This Amendment to the Southern California IBEW-NECA Health Trust Fund, Retiree Health Plan Summary Plan Description ("SPD") (restated as of February 1, 2018, as amended), is made by the Board of Trustees of the Southern California IBEW-NECA Health Trust Fund ("Board of Trustees") with reference to the following facts and circumstances:

  1. The Board of Trustees wishes to amend the SPD to reflect the termination of the CIGNA DHMO Plan and the implementation of the upgraded Delta Dental DHMO Plan 40R effective for all claims incurred on and after January 1, 2022.
  2. The Board of Trustees has reserved to themselves the ability to amend the SPD from time to time.

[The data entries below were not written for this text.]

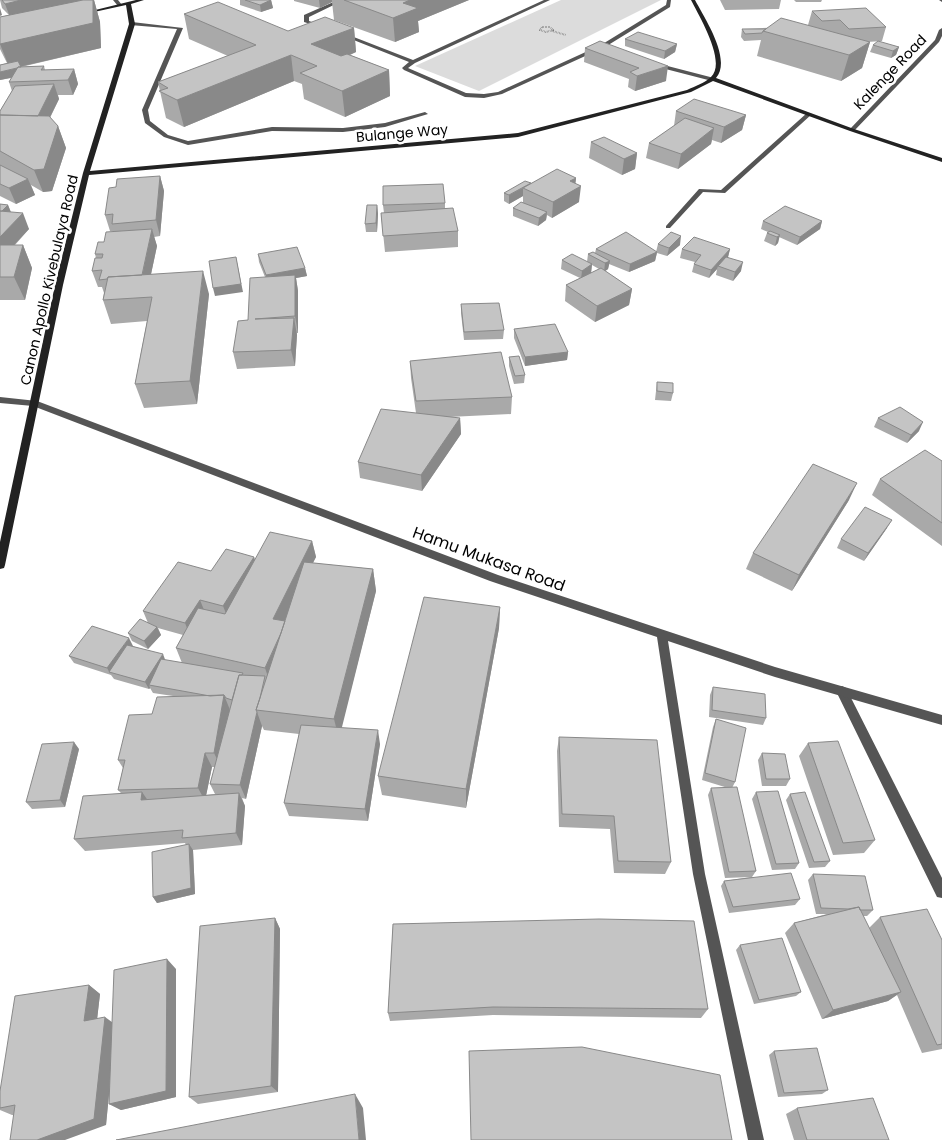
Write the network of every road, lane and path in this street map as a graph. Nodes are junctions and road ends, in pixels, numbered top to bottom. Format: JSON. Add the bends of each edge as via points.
{"nodes":[{"id":1,"x":114,"y":0,"type":"edge"},
{"id":2,"x":142,"y":0,"type":"edge"},
{"id":3,"x":342,"y":0,"type":"edge"},
{"id":4,"x":548,"y":0,"type":"edge"},
{"id":5,"x":669,"y":0,"type":"edge"},
{"id":6,"x":693,"y":0,"type":"edge"},
{"id":7,"x":128,"y":3,"type":"junction"},
{"id":8,"x":120,"y":5,"type":"junction"},
{"id":9,"x":74,"y":15,"type":"edge"},
{"id":10,"x":132,"y":24,"type":"junction"},
{"id":11,"x":189,"y":25,"type":"dead end"},
{"id":12,"x":180,"y":28,"type":"junction"},
{"id":13,"x":328,"y":29,"type":"edge"},
{"id":14,"x":553,"y":30,"type":"joint"},
{"id":15,"x":942,"y":30,"type":"edge"},
{"id":16,"x":336,"y":32,"type":"edge"},
{"id":17,"x":603,"y":46,"type":"junction"},
{"id":18,"x":611,"y":49,"type":"edge"},
{"id":19,"x":413,"y":62,"type":"junction"},
{"id":20,"x":652,"y":64,"type":"edge"},
{"id":21,"x":712,"y":79,"type":"junction"},
{"id":22,"x":425,"y":114,"type":"dead end"},
{"id":23,"x":809,"y":114,"type":"junction"},
{"id":24,"x":852,"y":130,"type":"junction"},
{"id":25,"x":942,"y":160,"type":"edge"},
{"id":26,"x":86,"y":173,"type":"junction"},
{"id":27,"x":668,"y":227,"type":"dead end"},
{"id":28,"x":0,"y":400,"type":"edge"},
{"id":29,"x":34,"y":403,"type":"junction"},
{"id":30,"x":0,"y":565,"type":"edge"},
{"id":31,"x":662,"y":635,"type":"junction"},
{"id":32,"x":842,"y":691,"type":"junction"},
{"id":33,"x":942,"y":720,"type":"edge"},
{"id":34,"x":942,"y":892,"type":"edge"},
{"id":35,"x":756,"y":1140,"type":"edge"}],
"edges":[{"from":1,"to":8,"type":"street"},
{"from":2,"to":7,"type":"main road"},
{"from":3,"to":13,"type":"street","via":[[306,16],[307,22]]},
{"from":4,"to":19,"type":"street"},
{"from":5,"to":17,"type":"street","via":[[668,6]]},
{"from":6,"to":21,"type":"main road","via":[[718,54],[718,74]]},
{"from":7,"to":8,"type":"main road"},
{"from":7,"to":10,"type":"main road","name":"Canon Apollo Kivebulaya Road"},
{"from":8,"to":9,"type":"main road"},
{"from":10,"to":12,"type":"street"},
{"from":10,"to":26,"type":"main road","name":"Canon Apollo Kivebulaya Road"},
{"from":11,"to":12,"type":"street"},
{"from":12,"to":22,"type":"street","via":[[145,110],[147,122],[166,136],[188,143],[272,129],[343,130],[385,125]]},
{"from":14,"to":14,"type":"path","via":[[546,32],[540,30],[548,27]]},
{"from":15,"to":24,"type":"street","name":"Kalenge Road","via":[[937,41]]},
{"from":16,"to":19,"type":"street"},
{"from":17,"to":18,"type":"street"},
{"from":17,"to":19,"type":"street","via":[[500,93],[484,96],[465,95],[408,72],[406,68]]},
{"from":20,"to":21,"type":"street"},
{"from":21,"to":23,"type":"main road"},
{"from":21,"to":26,"type":"main road","name":"Bulange Way","via":[[689,90],[518,135]]},
{"from":23,"to":24,"type":"main road"},
{"from":23,"to":27,"type":"street","via":[[723,192],[700,190]]},
{"from":24,"to":25,"type":"main road"},
{"from":26,"to":29,"type":"main road","name":"Canon Apollo Kivebulaya Road"},
{"from":28,"to":29,"type":"street","name":"Hamu Mukasa Road"},
{"from":29,"to":30,"type":"main road","name":"Canon Apollo Kivebulaya Road"},
{"from":29,"to":31,"type":"street","name":"Hamu Mukasa Road","via":[[494,578]]},
{"from":31,"to":32,"type":"street","name":"Hamu Mukasa Road"},
{"from":31,"to":35,"type":"street","via":[[699,874]]},
{"from":32,"to":33,"type":"street","name":"Hamu Mukasa Road"},
{"from":32,"to":34,"type":"street"}]}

NOW THEREFORE, effective January 1, 2022, the SPD is amended as follows:

  1. All references in the SPD appearing at Article 8, subsections 8.1 and 8.2, Benefits for Disabled Retirees as of April 1, 2017, Article 9, Important Federal Laws, and Article 10, Plan Amendment Procedures and Disclosure Information, and elsewhere in the SPDare amended by removing "CIGNA DHMO Dental".
  2. Article 8.2, Comparison of Dental Benefits, is amended as noted in the updated table set forth below.

    Dental Provider Name

    United Concordia

    DeltaCare USA 40R

    United Concordia

    Plan Type

    PPO

    DHMO

    DHMO

    Member Customer Service

    (800) 332-0366

    (800) 422-4234

    (866) 357-3304

    Website Address

    unitedconcordia
    .com

    deltadentalins
    .com

    unitedconcordia
    .com

    Claims Filing Address
    Applies to PPO plan only

    P.O. Box 69421, Harrisburg, PA. 17106-9421

    Description

    MEMBER CO-PAYMENT

    Network

    In-Network/
    Out-of-Network

    In-Network Only

    In-Network Only

    Annual deductible

     

     

     

    Per individual

    $0/$25

    N/A

    N/A

    Per family

    $0/$75

    N/A

    N/A

    Annual Maximum
    Waived for diagnostic and preventive

     

     

     

    Per individual

    $5000/$5000

    N/A

    N/A

    Per family

    N/A

    N/A

    N/A

    Diagnostic/Preventive
    X-rays, exams, cleanings

    0%/0%, plus balance billing

    $0

    $0

    Basic
    Fillings, sealants, oral surgery, root canals

    5%/20% plus balance billing

    $0 (for white fillings)

    $0-$140
    (for white fillings)

    Major
    Crowns and casts, dentures, bridges and implants

    25%/50% plus balance billing
    Implants only: 25%/25% plus balance billing

    $0 (no added metal fees) (Implants not covered)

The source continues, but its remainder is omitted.